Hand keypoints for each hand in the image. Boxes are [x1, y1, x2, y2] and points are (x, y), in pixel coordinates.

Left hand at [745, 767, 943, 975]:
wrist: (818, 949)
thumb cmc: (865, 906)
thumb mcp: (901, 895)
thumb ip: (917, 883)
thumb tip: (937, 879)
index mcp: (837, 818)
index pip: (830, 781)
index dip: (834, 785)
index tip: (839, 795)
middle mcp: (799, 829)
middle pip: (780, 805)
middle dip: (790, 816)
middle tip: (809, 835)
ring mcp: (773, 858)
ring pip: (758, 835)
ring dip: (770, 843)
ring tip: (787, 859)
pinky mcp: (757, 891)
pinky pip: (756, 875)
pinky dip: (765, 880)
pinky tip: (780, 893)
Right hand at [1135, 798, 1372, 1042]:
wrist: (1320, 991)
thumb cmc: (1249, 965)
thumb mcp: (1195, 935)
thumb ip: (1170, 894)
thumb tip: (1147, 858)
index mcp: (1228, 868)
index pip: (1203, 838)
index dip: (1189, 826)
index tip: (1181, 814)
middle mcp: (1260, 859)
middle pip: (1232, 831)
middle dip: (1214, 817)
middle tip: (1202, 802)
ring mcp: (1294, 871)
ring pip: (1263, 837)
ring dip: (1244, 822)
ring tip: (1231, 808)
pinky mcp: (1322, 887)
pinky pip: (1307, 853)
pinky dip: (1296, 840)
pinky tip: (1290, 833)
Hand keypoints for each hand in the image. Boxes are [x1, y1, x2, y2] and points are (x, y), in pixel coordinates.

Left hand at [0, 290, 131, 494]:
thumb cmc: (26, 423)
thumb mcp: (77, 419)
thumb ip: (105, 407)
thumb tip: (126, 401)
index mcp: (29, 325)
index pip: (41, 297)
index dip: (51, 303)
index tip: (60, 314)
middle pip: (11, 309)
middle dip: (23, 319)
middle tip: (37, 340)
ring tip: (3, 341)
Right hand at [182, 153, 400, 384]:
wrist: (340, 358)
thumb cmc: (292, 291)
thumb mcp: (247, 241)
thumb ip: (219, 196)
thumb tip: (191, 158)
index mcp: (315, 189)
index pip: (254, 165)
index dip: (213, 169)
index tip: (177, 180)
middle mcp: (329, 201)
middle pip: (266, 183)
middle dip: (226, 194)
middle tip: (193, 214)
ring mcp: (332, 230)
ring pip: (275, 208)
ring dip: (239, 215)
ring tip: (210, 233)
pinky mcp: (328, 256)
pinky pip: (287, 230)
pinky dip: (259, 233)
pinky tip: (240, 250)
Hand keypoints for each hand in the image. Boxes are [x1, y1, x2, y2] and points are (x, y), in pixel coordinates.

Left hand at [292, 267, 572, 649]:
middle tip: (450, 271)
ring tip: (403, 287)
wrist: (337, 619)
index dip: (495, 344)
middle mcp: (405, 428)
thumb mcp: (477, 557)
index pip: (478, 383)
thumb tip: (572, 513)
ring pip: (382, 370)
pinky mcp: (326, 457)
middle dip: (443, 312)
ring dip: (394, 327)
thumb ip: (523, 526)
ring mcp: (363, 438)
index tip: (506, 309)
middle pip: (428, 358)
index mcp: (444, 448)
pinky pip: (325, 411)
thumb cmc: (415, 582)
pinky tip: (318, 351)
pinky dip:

*The task*:
Each entry should be written out again exactly, with no word left out.

*Answer for this exercise*:
Hand keypoints for each hand in the image. Boxes are [x1, y1, x2, y2] and points are (x, y), in pixel coordinates.

Left hand at [745, 767, 943, 975]:
wrist: (818, 949)
thumb cmc: (865, 906)
thumb mcp: (901, 895)
thumb ip: (917, 883)
thumb tip: (937, 879)
index mcp: (837, 818)
index pip: (830, 781)
index dip: (834, 785)
index tip: (839, 795)
middle mcp: (799, 829)
middle pip: (780, 805)
middle dip: (790, 816)
middle tip: (809, 835)
ring mcp: (773, 858)
ring pip: (758, 835)
ring dip: (770, 843)
ring tip: (787, 859)
pinky mcp: (757, 891)
pinky pip: (756, 875)
pinky dip: (765, 880)
pinky tip: (780, 893)
Right hand at [1135, 798, 1372, 1042]:
wrist: (1320, 991)
thumb cmc: (1249, 965)
thumb mcp: (1195, 935)
thumb ip: (1170, 894)
thumb tip: (1147, 858)
index mcp: (1228, 868)
index pip: (1203, 838)
index dip: (1189, 826)
index tip: (1181, 814)
middle mcp: (1260, 859)
middle pip: (1232, 831)
middle dip: (1214, 817)
middle tip: (1202, 802)
ring mcp: (1294, 871)
ring pip: (1263, 837)
ring dip: (1244, 822)
ring tip: (1231, 808)
pinky mcp: (1322, 887)
pinky pip: (1307, 853)
pinky dip: (1296, 840)
pinky tip: (1290, 833)
Hand keypoints for each hand in the image. Boxes are [x1, y1, x2, y2] and points are (x, y), in pixel coordinates.

Left hand at [0, 290, 131, 494]:
thumb cmc: (26, 423)
thumb mcp: (77, 419)
thumb ip: (105, 407)
thumb tip: (126, 401)
index mcp: (29, 325)
index pip: (41, 297)
index dip: (51, 303)
index tip: (60, 314)
middle pip: (11, 309)
middle dip: (23, 319)
middle tip: (37, 340)
ring tip: (3, 341)
Right hand at [182, 153, 400, 384]:
wrist: (340, 358)
thumb cmc: (292, 291)
thumb mcp: (247, 241)
thumb ip: (219, 196)
thumb tip: (191, 158)
index mcp: (315, 189)
index pip: (254, 165)
index dip: (213, 169)
index tip: (177, 180)
middle mcp: (329, 201)
middle pip: (266, 183)
middle dip: (226, 194)
middle tip: (193, 214)
ring mcp: (332, 230)
ring pip: (275, 208)
ring dip: (239, 215)
ring tip: (210, 233)
pinky mcp: (328, 256)
pinky pip: (287, 230)
pinky dip: (259, 233)
pinky tip: (240, 250)
Hand keypoints for each hand in the image. Boxes are [x1, y1, x2, y2] and points are (x, y), in pixel coordinates.

Left hand at [292, 267, 572, 649]:
middle tip: (450, 271)
ring tip: (403, 287)
wrist: (337, 619)
index dip: (495, 344)
middle mcp: (405, 428)
thumb mcp: (477, 557)
index pip: (478, 383)
thumb tip: (572, 513)
ring pip: (382, 370)
pinky mcp: (326, 457)
middle dip: (443, 312)
ring dip: (394, 327)
thumb ip: (523, 526)
ring mcp: (363, 438)
index tip: (506, 309)
middle pip: (428, 358)
index mcp: (444, 448)
pinky pip: (325, 411)
thumb cmc: (415, 582)
pinky tip: (318, 351)
pinky dip:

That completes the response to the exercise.